The last thing my brothers and I were about to do on a dark, cold, weary and eerily calm night in the country was watch Children of the Corn (oh, and Crybaby Bridge; not real fond of you either). Instead, my brothers and I could probably be found watching Comedy Central and trying to laugh the fear out of our minds.
So of course when it comes to handing out symptoms of BMD, I get dealt one of my ultimate fears of horror films: psychosis. What can be more terrifying than the complete unknown? Nothing scares me like pure evil. Pure evil has no reason, no cause, and no justification for its ways; how can something without sympathy do anything else? That is what I see in my mania. It comes as it pleases and does as it pleases. The craziness that overcomes my world can be described simply as my own person horror film come to life. Yet I’ve found pride in living with this. Pride in knowing I am strong enough to overcome my worst fears and then some. And I’m proud to know that I live in what others can only experience in horror movies. Boy, that sounds crazy, which kind of makes sense.
JP: This entryreminds me of an article I read a few years back in the New York Times May 11th, 2008 issue by Grabrielle Glasert titled “’Mad Pride’ Fights a Stigma” , and I want to share a part of it with you because I think you will like it, Derek:
“Until now, the acceptance of mental illness has pretty much stopped at depression,” said Charles Barber, a lecturer in psychiatry at the Yale School of Medicine. “But a newer generation, fueled by the Internet and other sophisticated delivery systems, is saying, ‘We deserve to be heard, too.’ ”
About 5.7 million Americans over 18 have bipolar disorder, which is classified as a mood disorder, according to the National Institute of Mental Health.
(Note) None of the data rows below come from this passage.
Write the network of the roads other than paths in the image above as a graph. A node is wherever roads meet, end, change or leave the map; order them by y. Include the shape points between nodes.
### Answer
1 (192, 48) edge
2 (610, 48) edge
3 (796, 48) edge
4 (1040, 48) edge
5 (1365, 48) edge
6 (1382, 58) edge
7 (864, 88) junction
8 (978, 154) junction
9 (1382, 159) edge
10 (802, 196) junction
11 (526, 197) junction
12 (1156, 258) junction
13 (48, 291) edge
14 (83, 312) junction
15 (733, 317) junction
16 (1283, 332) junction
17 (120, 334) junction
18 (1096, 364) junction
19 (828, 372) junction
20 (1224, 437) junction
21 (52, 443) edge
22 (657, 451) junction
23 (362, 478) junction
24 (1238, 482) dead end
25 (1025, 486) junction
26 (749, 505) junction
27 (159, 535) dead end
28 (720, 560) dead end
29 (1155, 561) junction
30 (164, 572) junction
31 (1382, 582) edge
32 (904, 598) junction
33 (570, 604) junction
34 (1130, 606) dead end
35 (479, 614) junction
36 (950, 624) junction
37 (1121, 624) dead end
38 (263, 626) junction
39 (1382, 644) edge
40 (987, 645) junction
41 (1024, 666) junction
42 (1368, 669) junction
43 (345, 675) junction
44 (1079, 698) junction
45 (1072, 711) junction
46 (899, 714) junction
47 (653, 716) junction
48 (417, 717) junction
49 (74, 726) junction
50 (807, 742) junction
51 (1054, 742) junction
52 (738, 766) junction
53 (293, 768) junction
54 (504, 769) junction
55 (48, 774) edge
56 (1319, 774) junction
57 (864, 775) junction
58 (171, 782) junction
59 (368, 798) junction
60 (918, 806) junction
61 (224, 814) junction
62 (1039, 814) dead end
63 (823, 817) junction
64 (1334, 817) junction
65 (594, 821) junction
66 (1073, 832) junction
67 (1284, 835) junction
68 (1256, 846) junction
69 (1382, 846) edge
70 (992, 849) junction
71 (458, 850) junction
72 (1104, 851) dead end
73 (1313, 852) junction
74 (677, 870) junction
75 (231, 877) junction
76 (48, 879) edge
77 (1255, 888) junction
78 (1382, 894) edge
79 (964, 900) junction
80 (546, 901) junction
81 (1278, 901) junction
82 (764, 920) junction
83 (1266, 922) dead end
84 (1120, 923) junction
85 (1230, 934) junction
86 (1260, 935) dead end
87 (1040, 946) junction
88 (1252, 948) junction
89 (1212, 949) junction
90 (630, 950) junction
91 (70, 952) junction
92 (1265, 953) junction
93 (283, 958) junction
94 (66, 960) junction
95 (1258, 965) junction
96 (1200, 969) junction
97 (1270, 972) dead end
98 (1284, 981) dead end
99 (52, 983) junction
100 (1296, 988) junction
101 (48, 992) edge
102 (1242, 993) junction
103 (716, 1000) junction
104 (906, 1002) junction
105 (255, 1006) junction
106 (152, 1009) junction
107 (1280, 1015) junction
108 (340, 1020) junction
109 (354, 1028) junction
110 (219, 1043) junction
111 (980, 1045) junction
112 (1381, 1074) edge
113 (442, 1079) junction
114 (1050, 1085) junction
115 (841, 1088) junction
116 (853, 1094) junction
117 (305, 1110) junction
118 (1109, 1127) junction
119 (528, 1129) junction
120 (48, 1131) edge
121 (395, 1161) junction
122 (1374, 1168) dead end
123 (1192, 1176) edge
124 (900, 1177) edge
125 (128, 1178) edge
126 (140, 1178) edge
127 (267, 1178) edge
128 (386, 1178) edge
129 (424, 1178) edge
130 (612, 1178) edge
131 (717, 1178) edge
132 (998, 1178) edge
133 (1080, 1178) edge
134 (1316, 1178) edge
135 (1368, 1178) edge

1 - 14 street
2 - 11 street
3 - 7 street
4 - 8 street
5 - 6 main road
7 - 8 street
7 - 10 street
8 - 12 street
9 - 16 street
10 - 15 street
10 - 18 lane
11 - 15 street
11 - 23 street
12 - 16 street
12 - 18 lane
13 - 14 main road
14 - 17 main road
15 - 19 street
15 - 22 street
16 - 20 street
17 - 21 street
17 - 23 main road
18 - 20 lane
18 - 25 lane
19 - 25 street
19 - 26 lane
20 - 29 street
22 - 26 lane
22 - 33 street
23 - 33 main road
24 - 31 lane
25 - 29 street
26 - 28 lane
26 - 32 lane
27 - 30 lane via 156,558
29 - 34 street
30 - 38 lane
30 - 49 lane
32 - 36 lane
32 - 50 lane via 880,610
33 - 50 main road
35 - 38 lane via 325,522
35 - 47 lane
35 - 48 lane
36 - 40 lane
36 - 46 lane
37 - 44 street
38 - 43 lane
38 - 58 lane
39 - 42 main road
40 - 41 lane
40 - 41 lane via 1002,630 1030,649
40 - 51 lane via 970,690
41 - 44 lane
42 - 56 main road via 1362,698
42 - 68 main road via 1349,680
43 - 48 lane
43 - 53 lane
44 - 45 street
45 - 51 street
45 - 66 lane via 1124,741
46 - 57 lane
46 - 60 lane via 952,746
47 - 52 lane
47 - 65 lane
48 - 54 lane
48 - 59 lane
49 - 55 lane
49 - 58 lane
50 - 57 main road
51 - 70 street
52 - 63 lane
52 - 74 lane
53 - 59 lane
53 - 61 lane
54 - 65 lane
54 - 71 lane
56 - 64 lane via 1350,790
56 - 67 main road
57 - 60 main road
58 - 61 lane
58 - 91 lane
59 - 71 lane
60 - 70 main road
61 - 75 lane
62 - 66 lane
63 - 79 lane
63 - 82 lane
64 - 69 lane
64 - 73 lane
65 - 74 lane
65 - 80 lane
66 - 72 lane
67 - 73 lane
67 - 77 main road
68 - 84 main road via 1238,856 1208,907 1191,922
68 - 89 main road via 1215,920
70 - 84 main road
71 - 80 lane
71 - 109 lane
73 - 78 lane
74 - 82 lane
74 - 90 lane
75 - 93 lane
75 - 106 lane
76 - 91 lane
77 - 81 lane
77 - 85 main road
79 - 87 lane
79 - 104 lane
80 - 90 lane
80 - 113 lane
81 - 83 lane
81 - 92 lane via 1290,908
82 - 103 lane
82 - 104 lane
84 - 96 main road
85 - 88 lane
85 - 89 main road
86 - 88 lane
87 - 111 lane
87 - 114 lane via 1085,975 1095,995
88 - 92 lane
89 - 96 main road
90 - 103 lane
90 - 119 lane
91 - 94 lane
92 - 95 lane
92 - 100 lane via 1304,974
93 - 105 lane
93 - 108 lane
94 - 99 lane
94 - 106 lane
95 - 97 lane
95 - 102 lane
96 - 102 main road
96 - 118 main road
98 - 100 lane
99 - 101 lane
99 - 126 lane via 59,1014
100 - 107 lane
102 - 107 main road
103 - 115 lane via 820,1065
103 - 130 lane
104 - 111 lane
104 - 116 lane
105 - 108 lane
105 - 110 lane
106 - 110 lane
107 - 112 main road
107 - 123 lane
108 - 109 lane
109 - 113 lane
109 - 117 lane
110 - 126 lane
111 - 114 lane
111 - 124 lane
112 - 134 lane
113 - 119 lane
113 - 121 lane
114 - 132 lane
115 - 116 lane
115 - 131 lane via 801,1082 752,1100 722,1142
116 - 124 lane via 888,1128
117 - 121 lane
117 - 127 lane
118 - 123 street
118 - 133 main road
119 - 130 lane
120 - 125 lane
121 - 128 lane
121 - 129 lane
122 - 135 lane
Another 2.4 million have schizophrenia, which is considered a thought disorder. The small slice of this disparate population who have chosen to share their experiences with the public liken their efforts to those of the gay-rights and similar movements of a generation ago.
Just as gay-rights activists reclaimed the word queer as a badge of honor rather than a slur, these advocates proudly call themselves mad; they say their conditions do not preclude them from productive lives.
JP: I’ll take it from that ear-to-ear shit-eating grin on your face that you liked it.